Mais il y a un paradoxe. Car du côté de ceux qui cherchent à cacher des documents qui mettent en évidence des actes illégaux, une affaire comme celle-ci entraînera également un passage massif à des techniques de chiffrement pour mieux sécuriser des données qui n'auraient jamais dû fuiter -- du point de vue des entreprises et administrations concernées.

Selon le Süddeutsche Zeitung, tous ces documents qui sont autant de preuves certifiant que telle société ou telle personnalité est impliquée dans cette entreprise d'évasion fiscale internationale avaient été transmis entre les intéressés sans grande précaution. « Les contrats sont envoyés par mail en .pdf ou dans des documents Word », raconte le journal. Or cette pratique très peu sécurisée pourrait être progressivement bannie dans les organisations. Le chiffrement, pour elles, permettrait de s'assurer que seules les personnes autorisées pourront lire le contenu. Les risques de fuites massives seraient alors fortement réduits.

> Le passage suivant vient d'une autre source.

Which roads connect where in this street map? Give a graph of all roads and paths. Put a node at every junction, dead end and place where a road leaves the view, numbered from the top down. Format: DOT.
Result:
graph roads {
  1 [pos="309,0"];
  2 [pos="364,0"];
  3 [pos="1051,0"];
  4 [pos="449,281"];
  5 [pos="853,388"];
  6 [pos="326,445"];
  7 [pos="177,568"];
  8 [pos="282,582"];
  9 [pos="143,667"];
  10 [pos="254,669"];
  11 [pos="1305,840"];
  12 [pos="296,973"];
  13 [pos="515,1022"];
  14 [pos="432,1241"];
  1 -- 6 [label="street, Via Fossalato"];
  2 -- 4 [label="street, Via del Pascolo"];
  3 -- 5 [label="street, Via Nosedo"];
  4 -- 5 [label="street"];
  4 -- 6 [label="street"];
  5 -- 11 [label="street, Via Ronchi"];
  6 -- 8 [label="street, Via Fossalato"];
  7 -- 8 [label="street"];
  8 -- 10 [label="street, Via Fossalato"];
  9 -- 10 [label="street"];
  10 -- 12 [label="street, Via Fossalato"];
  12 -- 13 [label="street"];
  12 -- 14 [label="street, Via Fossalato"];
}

Si l'administration technique d'un cabinet comme Mossack Fonseca est compétente, elle saura chiffrer massivement ses documents et confier les clefs qui permettent de les déchiffrer à des personnes de confiance qui seront, a priori, en nombre de plus en plus réduit. On retrouve donc, à travers cette affaire, le paradoxe du chiffrement, qui facilite à la fois la transparence, garantissant l'existence des lanceurs d'alertes, et l'opacité. Car ni la transparence totale, ni l'opacité totale, ne sont souhaitables en démocratie. Comment assurer l'équilibre entre les deux, si c'est  seulement possible ? Personne, pour le moment, n'a trouvé la réponse.